To determine the expression of prostate-specific membrane antigen (PSMA) before and after androgen-deprivation therapy and to compare PSMA expression with prostate-specific antigen (PSA) expression.
We studied specimens from 20 patients with prostate cancer undergoing medical or surgical castration or combination androgen-deprivation therapy in whom matched pretreatment and post-treatment tissue specimens were available and 16 patients in whom only a post-treatment specimen was available. The expression of PSMA and PSA in the tissue specimens was determined by immunoperoxidase staining. The extent of staining was calculated by multiplying the percent of antigen-positive tumor cells by the staining intensity to arrive at a stain index for each biomarker. An in vitro study assessed the concentration of PSMA and PSA in extracts of LNCaP cells cultured in the presence or absence of androgen as determined by immunoassays and Western blot analysis.

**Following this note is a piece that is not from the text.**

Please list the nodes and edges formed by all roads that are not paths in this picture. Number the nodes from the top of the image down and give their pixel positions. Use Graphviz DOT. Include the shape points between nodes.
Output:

PSMA reactivity was found to be increased in 55% (11 of 20) of post-treatment primary tissues and 100% (4 of 4) of post-treatment metastatic specimens. In contrast, PSA expression was found to be decreased in 70% (14 of 20) of post-treatment primary and 100% (4 of 4) of post-treatment metastatic specimens. Neither type of androgen-deprivation treatment nor tissue sensitivity to androgen deprivation appeared to influence degree of biomarker expression. PSMA was found to be downregulated and PSA upregulated when LNCaP cells were cultured in the presence of testosterone or dihydrotestosterone.

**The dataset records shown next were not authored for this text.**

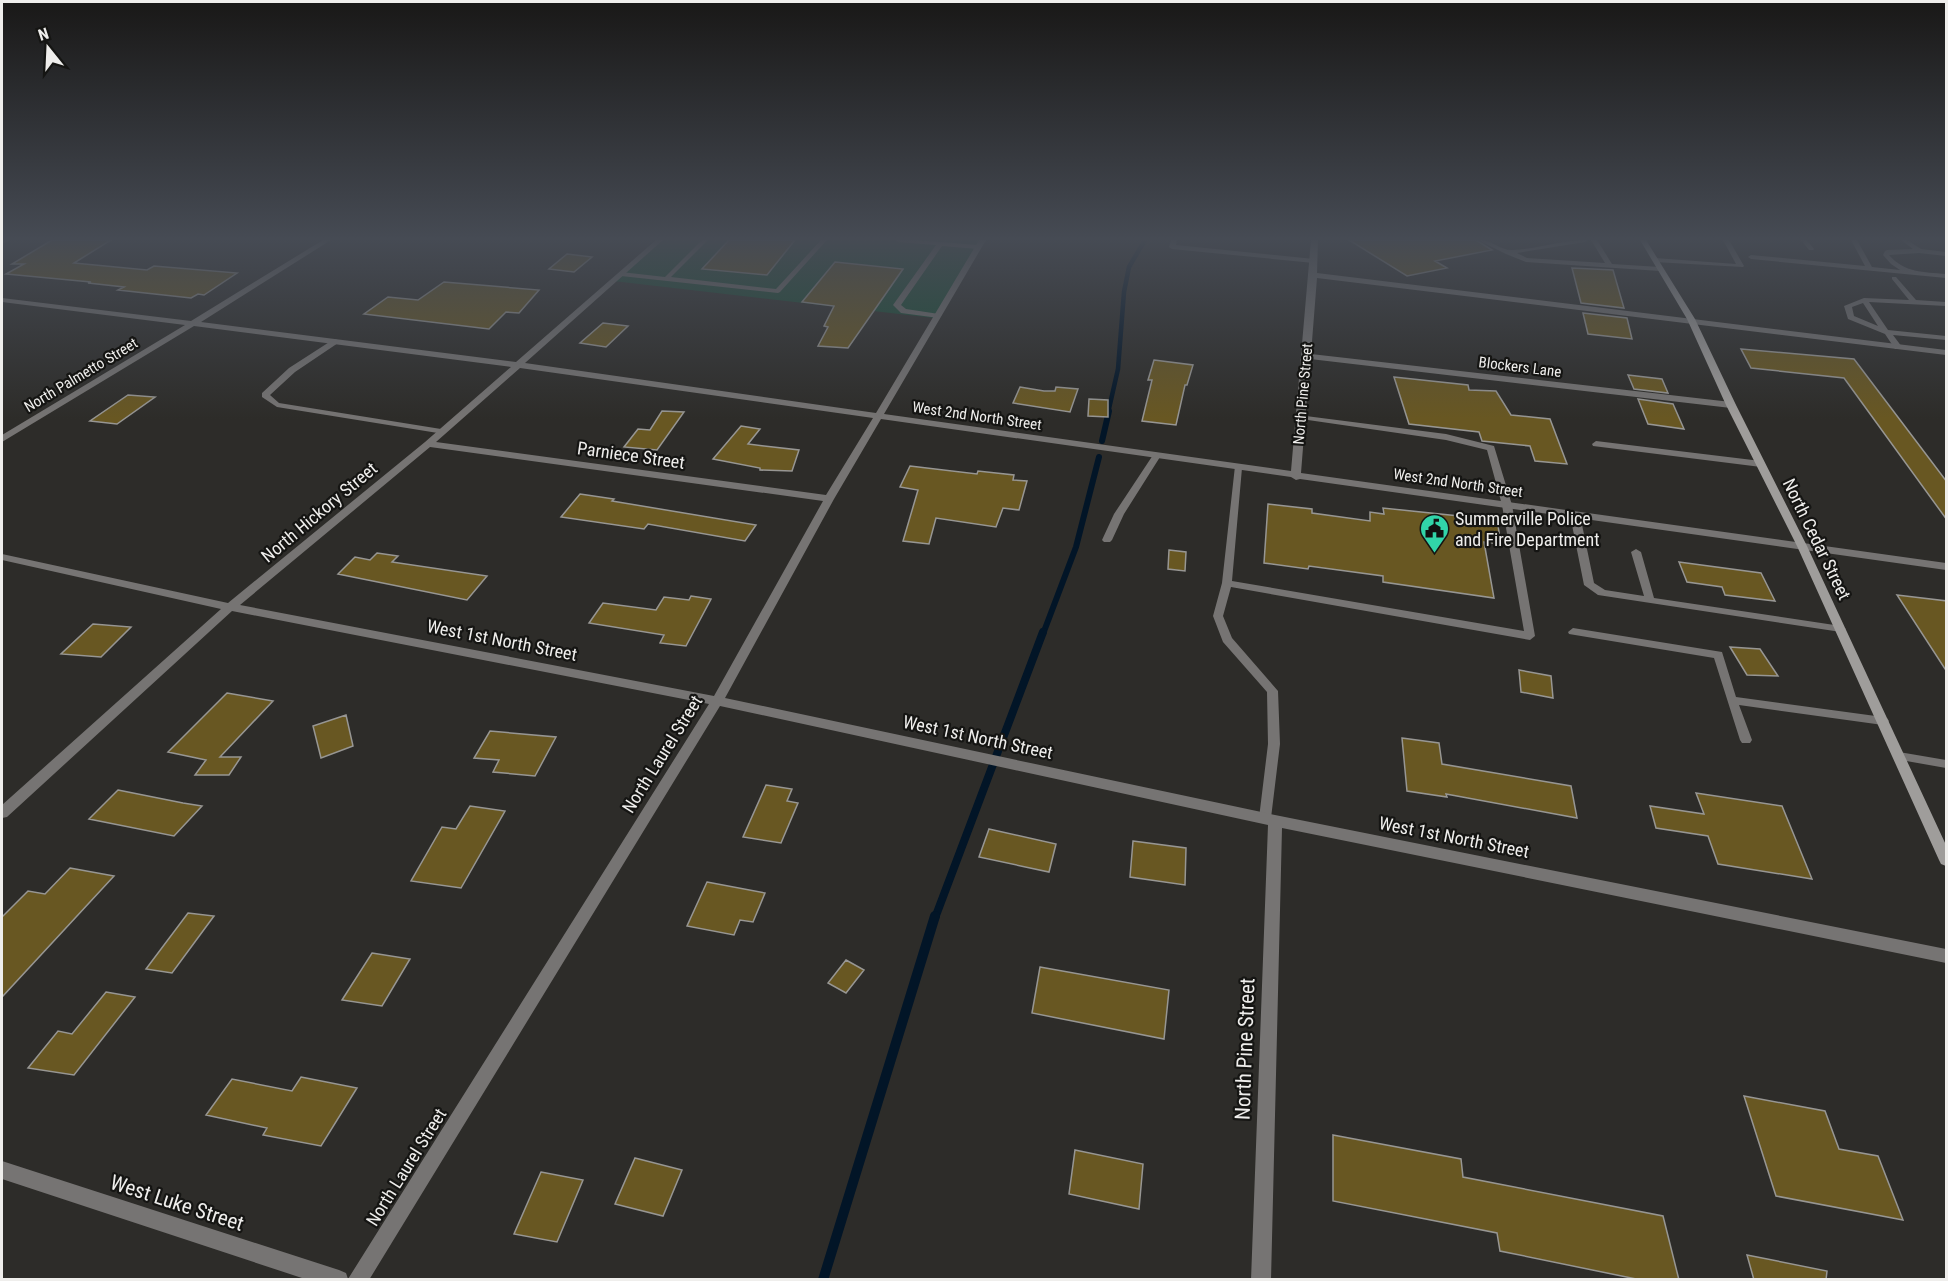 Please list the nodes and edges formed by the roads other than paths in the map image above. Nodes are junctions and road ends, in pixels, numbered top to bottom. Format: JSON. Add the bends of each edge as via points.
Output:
{"nodes":[{"id":1,"x":2,"y":300,"type":"edge"},
{"id":2,"x":231,"y":300,"type":"edge"},
{"id":3,"x":592,"y":300,"type":"edge"},
{"id":4,"x":901,"y":300,"type":"edge"},
{"id":5,"x":946,"y":300,"type":"edge"},
{"id":6,"x":1311,"y":300,"type":"edge"},
{"id":7,"x":1521,"y":300,"type":"edge"},
{"id":8,"x":1679,"y":300,"type":"edge"},
{"id":9,"x":1864,"y":300,"type":"junction"},
{"id":10,"x":1913,"y":301,"type":"joint"},
{"id":11,"x":1947,"y":304,"type":"edge"},
{"id":12,"x":936,"y":316,"type":"junction"},
{"id":13,"x":1691,"y":320,"type":"junction"},
{"id":14,"x":195,"y":322,"type":"junction"},
{"id":15,"x":1887,"y":332,"type":"junction"},
{"id":16,"x":1947,"y":338,"type":"edge"},
{"id":17,"x":337,"y":341,"type":"junction"},
{"id":18,"x":1898,"y":347,"type":"junction"},
{"id":19,"x":1947,"y":352,"type":"edge"},
{"id":20,"x":1307,"y":356,"type":"junction"},
{"id":21,"x":516,"y":366,"type":"junction"},
{"id":22,"x":1731,"y":405,"type":"junction"},
{"id":23,"x":879,"y":417,"type":"junction"},
{"id":24,"x":1301,"y":417,"type":"junction"},
{"id":25,"x":441,"y":432,"type":"junction"},
{"id":26,"x":2,"y":439,"type":"edge"},
{"id":27,"x":428,"y":444,"type":"junction"},
{"id":28,"x":1596,"y":444,"type":"dead end"},
{"id":29,"x":1156,"y":457,"type":"junction"},
{"id":30,"x":1761,"y":464,"type":"junction"},
{"id":31,"x":1238,"y":468,"type":"junction"},
{"id":32,"x":1296,"y":477,"type":"junction"},
{"id":33,"x":829,"y":499,"type":"junction"},
{"id":34,"x":1507,"y":505,"type":"junction"},
{"id":35,"x":1575,"y":515,"type":"junction"},
{"id":36,"x":1107,"y":540,"type":"dead end"},
{"id":37,"x":1802,"y":546,"type":"junction"},
{"id":38,"x":1636,"y":552,"type":"dead end"},
{"id":39,"x":2,"y":557,"type":"edge"},
{"id":40,"x":1947,"y":567,"type":"edge"},
{"id":41,"x":1227,"y":583,"type":"junction"},
{"id":42,"x":1650,"y":600,"type":"junction"},
{"id":43,"x":230,"y":607,"type":"junction"},
{"id":44,"x":1841,"y":629,"type":"junction"},
{"id":45,"x":1573,"y":632,"type":"dead end"},
{"id":46,"x":1732,"y":700,"type":"junction"},
{"id":47,"x":717,"y":701,"type":"junction"},
{"id":48,"x":1882,"y":721,"type":"junction"},
{"id":49,"x":1746,"y":740,"type":"dead end"},
{"id":50,"x":1899,"y":756,"type":"junction"},
{"id":51,"x":1947,"y":764,"type":"edge"},
{"id":52,"x":2,"y":813,"type":"edge"},
{"id":53,"x":1270,"y":819,"type":"junction"},
{"id":54,"x":1947,"y":860,"type":"edge"},
{"id":55,"x":1947,"y":956,"type":"edge"},
{"id":56,"x":2,"y":1170,"type":"edge"},
{"id":57,"x":339,"y":1280,"type":"edge"},
{"id":58,"x":358,"y":1280,"type":"edge"},
{"id":59,"x":1261,"y":1280,"type":"edge"}],
"edges":[{"from":1,"to":14,"type":"street","name":"West 2nd North Street"},
{"from":2,"to":14,"type":"street","name":"North Palmetto Street"},
{"from":3,"to":21,"type":"street","name":"North Hickory Street"},
{"from":4,"to":12,"type":"lane","via":[[897,305],[904,311]]},
{"from":5,"to":12,"type":"street","name":"North Laurel Street"},
{"from":6,"to":20,"type":"street","name":"North Pine Street"},
{"from":7,"to":13,"type":"street"},
{"from":8,"to":13,"type":"street","name":"North Cedar Street"},
{"from":9,"to":10,"type":"lane"},
{"from":9,"to":15,"type":"lane"},
{"from":9,"to":15,"type":"lane","via":[[1848,306],[1851,317]]},
{"from":10,"to":11,"type":"lane"},
{"from":12,"to":23,"type":"street","name":"North Laurel Street"},
{"from":13,"to":18,"type":"street"},
{"from":13,"to":22,"type":"street","name":"North Cedar Street"},
{"from":14,"to":17,"type":"street","name":"West 2nd North Street"},
{"from":14,"to":26,"type":"street","name":"North Palmetto Street"},
{"from":15,"to":16,"type":"lane"},
{"from":15,"to":18,"type":"lane"},
{"from":17,"to":21,"type":"street","name":"West 2nd North Street"},
{"from":17,"to":25,"type":"lane","via":[[292,370],[265,395],[277,405]]},
{"from":18,"to":19,"type":"street"},
{"from":20,"to":22,"type":"street","name":"Blockers Lane"},
{"from":20,"to":24,"type":"street","name":"North Pine Street"},
{"from":21,"to":23,"type":"street","name":"West 2nd North Street"},
{"from":21,"to":25,"type":"street","name":"North Hickory Street"},
{"from":22,"to":30,"type":"street","name":"North Cedar Street"},
{"from":23,"to":29,"type":"street","name":"West 2nd North Street"},
{"from":23,"to":33,"type":"street","name":"North Laurel Street"},
{"from":24,"to":32,"type":"street","name":"North Pine Street"},
{"from":24,"to":34,"type":"lane","via":[[1446,437],[1491,448]]},
{"from":25,"to":27,"type":"street","name":"North Hickory Street"},
{"from":27,"to":33,"type":"street","name":"Parniece Street"},
{"from":27,"to":43,"type":"street","name":"North Hickory Street"},
{"from":28,"to":30,"type":"lane"},
{"from":29,"to":31,"type":"street","name":"West 2nd North Street"},
{"from":29,"to":36,"type":"lane"},
{"from":30,"to":37,"type":"street","name":"North Cedar Street"},
{"from":31,"to":32,"type":"street","name":"West 2nd North Street"},
{"from":31,"to":41,"type":"lane","name":"North Pine Street"},
{"from":32,"to":34,"type":"street","name":"West 2nd North Street"},
{"from":33,"to":47,"type":"street","name":"North Laurel Street"},
{"from":34,"to":35,"type":"street","name":"West 2nd North Street"},
{"from":34,"to":41,"type":"lane","via":[[1530,636]]},
{"from":35,"to":37,"type":"street","name":"West 2nd North Street"},
{"from":35,"to":42,"type":"lane","via":[[1589,585],[1602,593]]},
{"from":37,"to":40,"type":"street","name":"West 2nd North Street"},
{"from":37,"to":44,"type":"street","name":"North Cedar Street"},
{"from":38,"to":42,"type":"lane"},
{"from":39,"to":43,"type":"street","name":"West 1st North Street"},
{"from":41,"to":53,"type":"lane","name":"North Pine Street","via":[[1218,616],[1227,639],[1272,691]]},
{"from":42,"to":44,"type":"lane"},
{"from":43,"to":47,"type":"street","name":"West 1st North Street"},
{"from":43,"to":52,"type":"street","name":"North Hickory Street"},
{"from":44,"to":48,"type":"street","name":"North Cedar Street"},
{"from":45,"to":46,"type":"lane","via":[[1718,655]]},
{"from":46,"to":48,"type":"lane"},
{"from":46,"to":49,"type":"lane"},
{"from":47,"to":53,"type":"street","name":"West 1st North Street"},
{"from":47,"to":58,"type":"street","name":"North Laurel Street"},
{"from":48,"to":50,"type":"street","name":"North Cedar Street"},
{"from":50,"to":51,"type":"lane"},
{"from":50,"to":54,"type":"street","name":"North Cedar Street"},
{"from":53,"to":55,"type":"street","name":"West 1st North Street"},
{"from":53,"to":59,"type":"street","name":"North Pine Street"},
{"from":56,"to":57,"type":"street","name":"West Luke Street"}]}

The enhanced expression of PSMA in tissues and LNCaP cells after androgen deprivation suggests that PSMA is upregulated in the majority of prostate carcinomas after androgen treatment. The high expression in metastatic tissues strongly suggests that PSMA may be a clinically useful target for antibody-and genetic-directed therapy of prostate cancer that recurs after androgen deprivation. The mechanism whereby androgens suppress the expression of PSMA, and the association of PSMA with the development of hormone-independent prostate cancers, will require further study.
确定雄激素剥夺治疗前后前列腺特异性膜抗原(PSMA)的表达情况,并将PSMA表达与前列腺特异性抗原(PSA)表达进行比较。
我们研究了20例接受药物或手术去势或联合雄激素剥夺治疗的前列腺癌患者的标本,这些患者有治疗前和治疗后的匹配组织标本,另有16例患者仅有治疗后的标本。通过免疫过氧化物酶染色确定组织标本中PSMA和PSA的表达。染色程度通过将抗原阳性肿瘤细胞的百分比乘以染色强度来计算,得出每个生物标志物的染色指数。一项体外研究通过免疫测定和蛋白质印迹分析评估了在有或无雄激素存在的情况下培养的LNCaP细胞提取物中PSMA和PSA的浓度。
发现55%(20例中的11例)治疗后的原发组织和100%(4例中的4例)治疗后的转移标本中PSMA反应性增加。相比之下,发现70%(20例中的14例)治疗后的原发组织和100%(4例中的4例)治疗后的转移标本中PSA表达降低。两种雄激素剥夺治疗类型以及组织对雄激素剥夺的敏感性似乎均未影响生物标志物的表达程度。当LNCaP细胞在睾酮或双氢睾酮存在的情况下培养时,发现PSMA下调而PSA上调。
雄激素剥夺后组织和LNCaP细胞中PSMA表达增强表明,大多数前列腺癌在雄激素治疗后PSMA上调。转移组织中的高表达强烈提示,PSMA可能是雄激素剥夺后复发的前列腺癌抗体和基因导向治疗的一个临床有用靶点。雄激素抑制PSMA表达的机制以及PSMA与激素非依赖性前列腺癌发生的关联,将需要进一步研究。